Janet Retha Sellers Odom
Viewed: 1684
Posted by: Staff
Date: Feb 17 2022 10:15 AM
COLUMBIA – Janet Odom did not lose a moment of life to boredom.
She was a cheerleader, beauty queen, pilot, hospital board member for 18 years including chair, and big game hunter, though not all at the same time, at least as far as the family knows. While other moms were home admiring their roses on Mother’s Day, Janet one year was hunting for bear in Canada. While other women were working 9 to 5 in the office or 24/7 at home, she was helping run the family business, raising and selling quail.
Janet mastered the art of being both all business and all-out adventurous, fierce and brave, often with a glass of champagne in her hand. The towel that hangs in her bathroom says it all: “Most people hide crazy. We put him on the porch and give him a drink.”
Janet Retha Sellers Odom died on Feb. 15, 2022, due to the drug Imbruvica. She was 76.
Janet was born in Ozark, Alabama, on July 28, 1945, the daughter of Pascal and Retha Sellers. A U.S. Army brat, she lived for a time in Japan and Germany and attended five high schools before graduating with a diploma and something even better. Her high school sweetheart, William “Bill” J. Odom Jr., became her husband of 57 years. He survives with memories rich and sweet.
Janet and Bill raised their two children in Sumter, S.C., imparting to them the fierce family pride that marks life as an Odom. As her daughter, Brittney, tells it, if my mom thought you crossed any of her people, she’d come for you.
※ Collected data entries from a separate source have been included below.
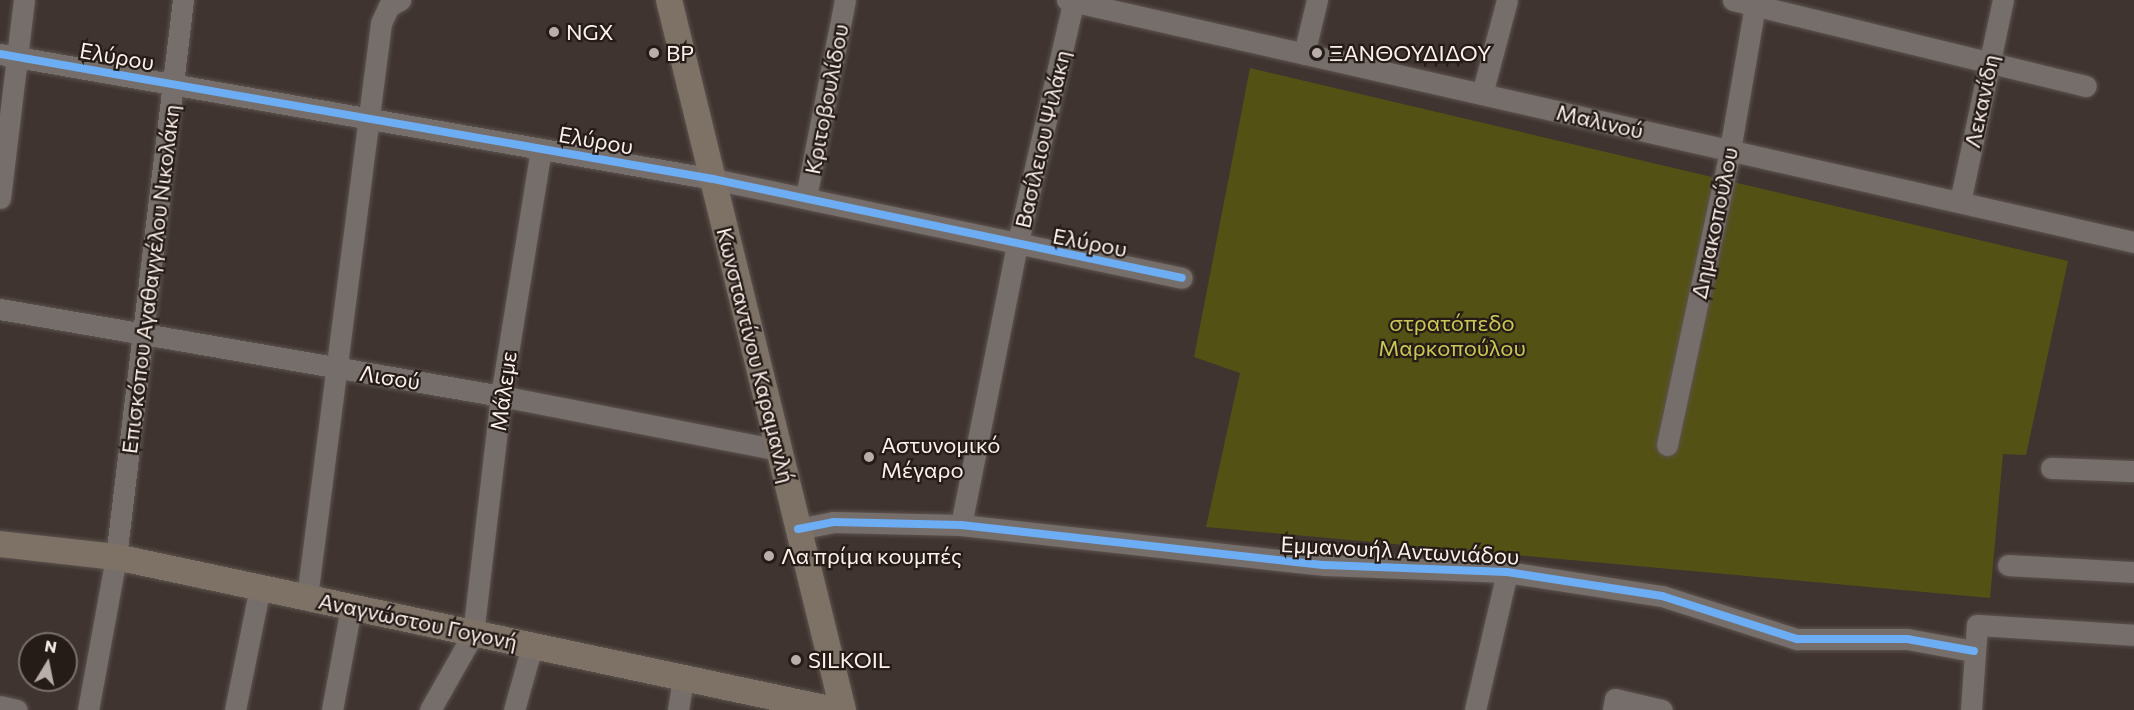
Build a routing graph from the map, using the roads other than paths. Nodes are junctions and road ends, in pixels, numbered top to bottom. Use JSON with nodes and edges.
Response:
{"nodes":[{"id":1,"x":24,"y":0,"type":"edge"},
{"id":2,"x":183,"y":0,"type":"edge"},
{"id":3,"x":669,"y":0,"type":"edge"},
{"id":4,"x":845,"y":0,"type":"edge"},
{"id":5,"x":1071,"y":0,"type":"edge"},
{"id":6,"x":1317,"y":0,"type":"edge"},
{"id":7,"x":1507,"y":0,"type":"edge"},
{"id":8,"x":1733,"y":0,"type":"edge"},
{"id":9,"x":2003,"y":0,"type":"edge"},
{"id":10,"x":394,"y":3,"type":"edge"},
{"id":11,"x":1756,"y":3,"type":"edge"},
{"id":12,"x":1304,"y":54,"type":"junction"},
{"id":13,"x":9,"y":56,"type":"edge"},
{"id":14,"x":1989,"y":62,"type":"junction"},
{"id":15,"x":173,"y":84,"type":"junction"},
{"id":16,"x":2086,"y":86,"type":"dead end"},
{"id":17,"x":1482,"y":94,"type":"junction"},
{"id":18,"x":370,"y":119,"type":"junction"},
{"id":19,"x":541,"y":149,"type":"junction"},
{"id":20,"x":1730,"y":150,"type":"junction"},
{"id":21,"x":713,"y":179,"type":"junction"},
{"id":22,"x":806,"y":197,"type":"junction"},
{"id":23,"x":0,"y":198,"type":"edge"},
{"id":24,"x":1960,"y":202,"type":"junction"},
{"id":25,"x":2134,"y":242,"type":"edge"},
{"id":26,"x":1017,"y":246,"type":"junction"},
{"id":27,"x":1182,"y":278,"type":"dead end"},
{"id":28,"x":0,"y":309,"type":"edge"},
{"id":29,"x":144,"y":334,"type":"junction"},
{"id":30,"x":334,"y":368,"type":"junction"},
{"id":31,"x":501,"y":396,"type":"junction"},
{"id":32,"x":1667,"y":445,"type":"dead end"},
{"id":33,"x":779,"y":450,"type":"junction"},
{"id":34,"x":2051,"y":468,"type":"dead end"},
{"id":35,"x":2134,"y":471,"type":"edge"},
{"id":36,"x":961,"y":525,"type":"junction"},
{"id":37,"x":798,"y":529,"type":"junction"},
{"id":38,"x":0,"y":544,"type":"edge"},
{"id":39,"x":116,"y":557,"type":"junction"},
{"id":40,"x":2008,"y":565,"type":"dead end"},
{"id":41,"x":1507,"y":572,"type":"junction"},
{"id":42,"x":2134,"y":572,"type":"edge"},
{"id":43,"x":260,"y":587,"type":"junction"},
{"id":44,"x":307,"y":597,"type":"junction"},
{"id":45,"x":351,"y":607,"type":"junction"},
{"id":46,"x":473,"y":634,"type":"junction"},
{"id":47,"x":2134,"y":635,"type":"edge"},
{"id":48,"x":532,"y":646,"type":"junction"},
{"id":49,"x":1974,"y":651,"type":"junction"},
{"id":50,"x":683,"y":678,"type":"junction"},
{"id":51,"x":1614,"y":705,"type":"edge"},
{"id":52,"x":0,"y":706,"type":"edge"},
{"id":53,"x":17,"y":710,"type":"edge"},
{"id":54,"x":88,"y":710,"type":"edge"},
{"id":55,"x":235,"y":710,"type":"edge"},
{"id":56,"x":332,"y":710,"type":"edge"},
{"id":57,"x":430,"y":710,"type":"edge"},
{"id":58,"x":514,"y":710,"type":"edge"},
{"id":59,"x":678,"y":710,"type":"edge"},
{"id":60,"x":834,"y":710,"type":"edge"},
{"id":61,"x":843,"y":710,"type":"edge"},
{"id":62,"x":1474,"y":710,"type":"edge"},
{"id":63,"x":1662,"y":710,"type":"edge"},
{"id":64,"x":1971,"y":710,"type":"edge"}],
"edges":[{"from":1,"to":13,"type":"street"},
{"from":2,"to":15,"type":"street","name":"Επισκόπου Αγαθαγγέλου Νικολάκη"},
{"from":3,"to":21,"type":"main road","name":"Κωνσταντίνου Καραμανλή"},
{"from":4,"to":22,"type":"street","name":"Κριτοβουλίδου"},
{"from":5,"to":12,"type":"street","name":"Μαλινού"},
{"from":5,"to":26,"type":"street","name":"Βασίλειου Ψιλάκη"},
{"from":6,"to":12,"type":"street"},
{"from":7,"to":17,"type":"street"},
{"from":8,"to":11,"type":"street"},
{"from":9,"to":14,"type":"street","name":"Λεκανίδη"},
{"from":10,"to":18,"type":"street"},
{"from":11,"to":14,"type":"street"},
{"from":11,"to":20,"type":"street","name":"Δημακοπούλου"},
{"from":12,"to":17,"type":"street","name":"Μαλινού"},
{"from":13,"to":15,"type":"street","name":"Ελύρου"},
{"from":13,"to":23,"type":"street"},
{"from":14,"to":16,"type":"street"},
{"from":14,"to":24,"type":"street","name":"Λεκανίδη"},
{"from":15,"to":18,"type":"street","name":"Ελύρου"},
{"from":15,"to":29,"type":"street","name":"Επισκόπου Αγαθαγγέλου Νικολάκη"},
{"from":17,"to":20,"type":"street","name":"Μαλινού"},
{"from":18,"to":19,"type":"street","name":"Ελύρου"},
{"from":18,"to":30,"type":"street"},
{"from":19,"to":21,"type":"street","name":"Ελύρου"},
{"from":19,"to":31,"type":"street","name":"Μάλεμε"},
{"from":20,"to":24,"type":"street","name":"Μαλινού"},
{"from":20,"to":32,"type":"street","name":"Δημακοπούλου"},
{"from":21,"to":22,"type":"street","name":"Ελύρου"},
{"from":21,"to":33,"type":"main road","name":"Κωνσταντίνου Καραμανλή"},
{"from":22,"to":26,"type":"street","name":"Ελύρου"},
{"from":24,"to":25,"type":"street","name":"Μαλινού"},
{"from":26,"to":27,"type":"street","name":"Ελύρου"},
{"from":26,"to":36,"type":"street","name":"Βασίλειου Ψιλάκη"},
{"from":28,"to":29,"type":"street","name":"Λισού"},
{"from":29,"to":30,"type":"street","name":"Λισού"},
{"from":29,"to":39,"type":"street","name":"Επισκόπου Αγαθαγγέλου Νικολάκη"},
{"from":30,"to":31,"type":"street","name":"Λισού"},
{"from":30,"to":44,"type":"street"},
{"from":31,"to":33,"type":"street","name":"Λισού"},
{"from":31,"to":46,"type":"street","name":"Μάλεμε"},
{"from":33,"to":37,"type":"main road","name":"Κωνσταντίνου Καραμανλή"},
{"from":34,"to":35,"type":"street"},
{"from":36,"to":37,"type":"street","name":"Εμμανουήλ Αντωνιάδου"},
{"from":36,"to":41,"type":"street","name":"Εμμανουήλ Αντωνιάδου"},
{"from":37,"to":61,"type":"main road","name":"Κωνσταντίνου Καραμανλή"},
{"from":38,"to":39,"type":"main road","name":"Αναγνώστου Γογονή"},
{"from":39,"to":43,"type":"main road","name":"Αναγνώστου Γογονή"},
{"from":39,"to":54,"type":"street","name":"Επισκόπου Αγαθαγγέλου Νικολάκη"},
{"from":40,"to":42,"type":"street"},
{"from":41,"to":49,"type":"street","name":"Εμμανουήλ Αντωνιάδου"},
{"from":41,"to":62,"type":"street"},
{"from":43,"to":44,"type":"main road","name":"Αναγνώστου Γογονή"},
{"from":43,"to":55,"type":"street"},
{"from":44,"to":45,"type":"main road","name":"Αναγνώστου Γογονή"},
{"from":45,"to":46,"type":"main road","name":"Αναγνώστου Γογονή"},
{"from":45,"to":56,"type":"street"},
{"from":46,"to":48,"type":"main road","name":"Αναγνώστου Γογονή"},
{"from":46,"to":57,"type":"street"},
{"from":47,"to":49,"type":"street"},
{"from":48,"to":50,"type":"main road","name":"Αναγνώστου Γογονή"},
{"from":48,"to":58,"type":"street"},
{"from":49,"to":64,"type":"street"},
{"from":50,"to":59,"type":"street"},
{"from":50,"to":60,"type":"main road","name":"Αναγνώστου Γογονή"},
{"from":51,"to":63,"type":"street"},
{"from":52,"to":53,"type":"street"}]}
Together, the Odoms began raising quail in their backyard, eventually starting Manchester Farms in Columbia, S.C., in 1974. It’s the oldest and largest quail producer in the country, producing 80,000 birds a week and selling them to groceries, restaurants, chefs and the like.
The Odoms mastered the art of success that goes beyond material things. In business, Bill was the risk-taker. She was the one who calculated the risk. In love, you could always tell how big their argument was by the number of packages she had delivered by UPS the next day. The larger the spat…you guessed it. UPS and Fed Ex grieve her loss as well.
Janet survived longer than doctors and loved ones thought she would. She told everyone she was always an overachiever.
She is survived by her husband, William “Bill” J. Odom Jr. of Allendale, S.C.; two children – Steve Odom and his wife, Amy, and Brittney Miller and her husband, Matt, both of Columbia, S.C.; and four grandchildren, Will and Emily Odom and Madison and Jack Miller, all of Columbia, S.C. When she entertained, she’d serve the grandkids chocolate milk in a wine glass just so they felt included. She and Madison once bagged a boar and decoupaged it (decorated it by gluing on colored paper cutouts and other artsy stuff).
She had a personal relationship with God with many conversations in the deer stand and in nature. She was the first woman to hunt at Groton Plantation in Allendale, S.C. She spent a week rafting the Colorado River. The best days – she didn’t have many bad ones – ended with good friends, a gorgeous sunset and a margarita. Where it says “broke the mold” in the dictionary, they ought to run Janet’s picture.
When your passing inspires words fit for a poem, you know you’ve left a legacy. After describing Janet Odom as equal parts Mother Earth, Annie Oakley, pioneer and angel, one friend wrote this: “You can feel her on your bare shoulders where the summer sun warms you. You can feel her in the beat of the music you feel reverberating in your body. You can taste her when you sit down among friends and share cocktails. You can hear her in the laughs after the well told and possibly inappropriate joke. Early this morning there was a seismic shift in gravity. I’m not really sure how this world operates without Janet in it.”
A gift in her memory can be made to Clemson University Foundation, College of Agriculture, Forestry & Life Sciences General Annual Scholarship. How she loved cheering on her Tigers. Call (864) 656-5896 or write Clemson University Foundation Annual Giving Office, P.O. Box 1889, Clemson, S.C. 29633. Put “In memory of “Janet S. Odom” on the memo line. You can also give at www.iamatiger.clemson.edu. Or a gift in Janet’s memory can be made to donations may be made to Toccoa Falls College. Please note that your gift is in memory of Janet Odom. Online gifts can be given at www.tfc.edu/giving. Checks can be mailed to Toccoa Falls College, 107 Kincaid Drive, MSC 809, Toccoa Falls, GA 30598.
A service to celebrate her life will be at 4 p.m. Friday, Feb. 18, at Shives Funeral Home, 7600 Trenholm Road, Columbia, S.C. Visitation will be from 2:30 to 4 p.m.
Shives Funeral Home is taking care of the family. Online condolences can be shared at www.shivesfuneralhome.com.